### [YOUR GOAL]
Report the lines of the data below that contain the string "highway".

[Stored data]
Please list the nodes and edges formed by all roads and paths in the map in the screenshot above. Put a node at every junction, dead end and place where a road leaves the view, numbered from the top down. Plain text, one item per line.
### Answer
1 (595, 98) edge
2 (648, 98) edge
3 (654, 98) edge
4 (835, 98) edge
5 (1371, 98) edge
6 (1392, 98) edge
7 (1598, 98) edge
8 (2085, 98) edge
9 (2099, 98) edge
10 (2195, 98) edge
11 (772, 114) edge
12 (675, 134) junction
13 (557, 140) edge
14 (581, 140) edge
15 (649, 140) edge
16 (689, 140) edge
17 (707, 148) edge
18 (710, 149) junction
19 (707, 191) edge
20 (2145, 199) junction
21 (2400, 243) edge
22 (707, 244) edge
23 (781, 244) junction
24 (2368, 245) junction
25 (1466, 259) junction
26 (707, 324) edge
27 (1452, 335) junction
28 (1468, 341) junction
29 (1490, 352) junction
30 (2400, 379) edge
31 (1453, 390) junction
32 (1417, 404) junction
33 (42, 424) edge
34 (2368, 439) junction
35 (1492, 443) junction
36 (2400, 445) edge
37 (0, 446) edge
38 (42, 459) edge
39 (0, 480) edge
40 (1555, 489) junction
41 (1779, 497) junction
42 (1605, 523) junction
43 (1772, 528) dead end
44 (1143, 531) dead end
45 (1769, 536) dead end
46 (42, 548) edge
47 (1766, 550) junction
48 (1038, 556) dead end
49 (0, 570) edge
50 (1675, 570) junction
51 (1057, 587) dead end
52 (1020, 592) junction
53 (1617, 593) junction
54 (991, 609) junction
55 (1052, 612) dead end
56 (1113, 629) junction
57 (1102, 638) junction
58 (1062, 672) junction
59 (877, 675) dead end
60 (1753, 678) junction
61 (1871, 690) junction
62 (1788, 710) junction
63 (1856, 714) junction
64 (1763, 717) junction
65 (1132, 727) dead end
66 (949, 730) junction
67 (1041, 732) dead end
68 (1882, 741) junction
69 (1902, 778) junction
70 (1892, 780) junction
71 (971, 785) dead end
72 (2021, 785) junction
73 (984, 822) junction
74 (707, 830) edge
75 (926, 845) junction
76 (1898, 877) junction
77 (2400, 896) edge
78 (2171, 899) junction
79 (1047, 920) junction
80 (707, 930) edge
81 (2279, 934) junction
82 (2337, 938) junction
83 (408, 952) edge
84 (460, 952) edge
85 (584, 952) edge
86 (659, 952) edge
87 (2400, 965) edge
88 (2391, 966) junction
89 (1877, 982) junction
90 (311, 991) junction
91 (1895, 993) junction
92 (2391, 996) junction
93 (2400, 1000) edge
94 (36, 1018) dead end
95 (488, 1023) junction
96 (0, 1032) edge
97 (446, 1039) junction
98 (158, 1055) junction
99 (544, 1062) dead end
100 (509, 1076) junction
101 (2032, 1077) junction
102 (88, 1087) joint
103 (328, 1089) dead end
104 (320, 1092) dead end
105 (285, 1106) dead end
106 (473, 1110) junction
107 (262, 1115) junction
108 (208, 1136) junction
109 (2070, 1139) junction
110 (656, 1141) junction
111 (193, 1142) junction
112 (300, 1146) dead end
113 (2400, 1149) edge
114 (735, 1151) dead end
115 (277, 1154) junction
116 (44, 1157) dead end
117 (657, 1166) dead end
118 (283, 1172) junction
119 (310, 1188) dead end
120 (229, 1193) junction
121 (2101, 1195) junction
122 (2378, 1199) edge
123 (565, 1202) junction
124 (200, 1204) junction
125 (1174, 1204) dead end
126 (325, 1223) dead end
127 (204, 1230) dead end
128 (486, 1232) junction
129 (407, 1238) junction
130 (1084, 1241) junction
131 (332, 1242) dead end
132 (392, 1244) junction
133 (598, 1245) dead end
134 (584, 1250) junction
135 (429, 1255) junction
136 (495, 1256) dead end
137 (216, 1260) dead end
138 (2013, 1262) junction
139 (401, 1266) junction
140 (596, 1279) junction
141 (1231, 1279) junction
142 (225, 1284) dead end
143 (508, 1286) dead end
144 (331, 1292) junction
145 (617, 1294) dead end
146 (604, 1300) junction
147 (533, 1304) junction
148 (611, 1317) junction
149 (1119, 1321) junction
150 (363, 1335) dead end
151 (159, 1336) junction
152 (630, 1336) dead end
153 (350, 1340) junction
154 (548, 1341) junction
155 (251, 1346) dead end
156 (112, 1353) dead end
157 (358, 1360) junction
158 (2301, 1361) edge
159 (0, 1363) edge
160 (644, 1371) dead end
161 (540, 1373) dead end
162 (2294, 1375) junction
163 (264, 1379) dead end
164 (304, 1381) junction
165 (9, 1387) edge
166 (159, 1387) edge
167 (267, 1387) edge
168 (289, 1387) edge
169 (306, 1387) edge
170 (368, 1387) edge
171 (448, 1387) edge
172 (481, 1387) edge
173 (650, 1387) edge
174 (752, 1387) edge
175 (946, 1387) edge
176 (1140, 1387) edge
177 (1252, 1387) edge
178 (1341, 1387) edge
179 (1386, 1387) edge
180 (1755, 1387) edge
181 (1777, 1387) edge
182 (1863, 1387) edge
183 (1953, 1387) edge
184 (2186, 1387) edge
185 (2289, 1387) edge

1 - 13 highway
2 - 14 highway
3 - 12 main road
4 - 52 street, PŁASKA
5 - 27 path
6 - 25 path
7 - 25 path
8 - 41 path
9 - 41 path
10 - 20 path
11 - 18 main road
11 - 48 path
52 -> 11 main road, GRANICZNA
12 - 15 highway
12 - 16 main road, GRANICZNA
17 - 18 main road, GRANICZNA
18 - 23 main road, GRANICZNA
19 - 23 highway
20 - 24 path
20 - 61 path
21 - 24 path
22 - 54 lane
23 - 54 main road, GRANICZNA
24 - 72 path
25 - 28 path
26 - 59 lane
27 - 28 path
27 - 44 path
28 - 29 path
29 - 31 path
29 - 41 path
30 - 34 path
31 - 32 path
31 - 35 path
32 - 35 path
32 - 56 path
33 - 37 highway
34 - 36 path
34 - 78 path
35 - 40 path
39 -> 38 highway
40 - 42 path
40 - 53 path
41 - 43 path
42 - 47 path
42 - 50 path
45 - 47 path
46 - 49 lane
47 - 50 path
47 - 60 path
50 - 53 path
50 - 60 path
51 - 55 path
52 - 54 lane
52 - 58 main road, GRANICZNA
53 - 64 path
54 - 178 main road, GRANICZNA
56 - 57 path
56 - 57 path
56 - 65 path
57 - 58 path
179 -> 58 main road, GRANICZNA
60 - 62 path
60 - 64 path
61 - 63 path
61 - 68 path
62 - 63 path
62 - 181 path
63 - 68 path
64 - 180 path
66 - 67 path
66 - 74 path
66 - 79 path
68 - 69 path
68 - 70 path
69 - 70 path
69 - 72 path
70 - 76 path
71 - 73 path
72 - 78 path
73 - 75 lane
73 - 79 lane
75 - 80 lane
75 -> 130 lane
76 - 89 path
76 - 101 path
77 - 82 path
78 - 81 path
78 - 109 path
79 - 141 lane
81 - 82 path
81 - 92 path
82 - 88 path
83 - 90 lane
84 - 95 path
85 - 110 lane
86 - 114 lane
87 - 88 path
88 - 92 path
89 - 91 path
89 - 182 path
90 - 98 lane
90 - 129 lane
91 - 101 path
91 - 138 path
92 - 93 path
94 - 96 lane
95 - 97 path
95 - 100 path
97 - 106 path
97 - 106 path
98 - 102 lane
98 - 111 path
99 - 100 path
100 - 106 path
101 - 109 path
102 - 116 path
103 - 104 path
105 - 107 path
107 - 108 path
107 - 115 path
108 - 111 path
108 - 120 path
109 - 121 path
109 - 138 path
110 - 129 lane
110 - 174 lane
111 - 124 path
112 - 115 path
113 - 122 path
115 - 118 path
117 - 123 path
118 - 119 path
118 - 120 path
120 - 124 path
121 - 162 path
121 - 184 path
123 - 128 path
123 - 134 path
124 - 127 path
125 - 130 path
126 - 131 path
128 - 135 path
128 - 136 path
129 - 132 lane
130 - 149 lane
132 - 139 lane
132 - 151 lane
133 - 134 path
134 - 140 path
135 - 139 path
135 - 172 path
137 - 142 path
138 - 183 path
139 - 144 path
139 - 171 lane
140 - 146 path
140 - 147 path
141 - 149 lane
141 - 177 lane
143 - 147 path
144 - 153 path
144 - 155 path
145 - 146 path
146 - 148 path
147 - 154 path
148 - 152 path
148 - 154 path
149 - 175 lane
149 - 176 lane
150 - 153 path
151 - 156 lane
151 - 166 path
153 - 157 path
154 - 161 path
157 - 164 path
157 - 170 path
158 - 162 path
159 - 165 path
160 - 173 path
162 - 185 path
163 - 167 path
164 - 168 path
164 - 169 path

### [ANSWER TO THIS TASK]
1 - 13 highway
2 - 14 highway
12 - 15 highway
19 - 23 highway
33 - 37 highway
39 -> 38 highway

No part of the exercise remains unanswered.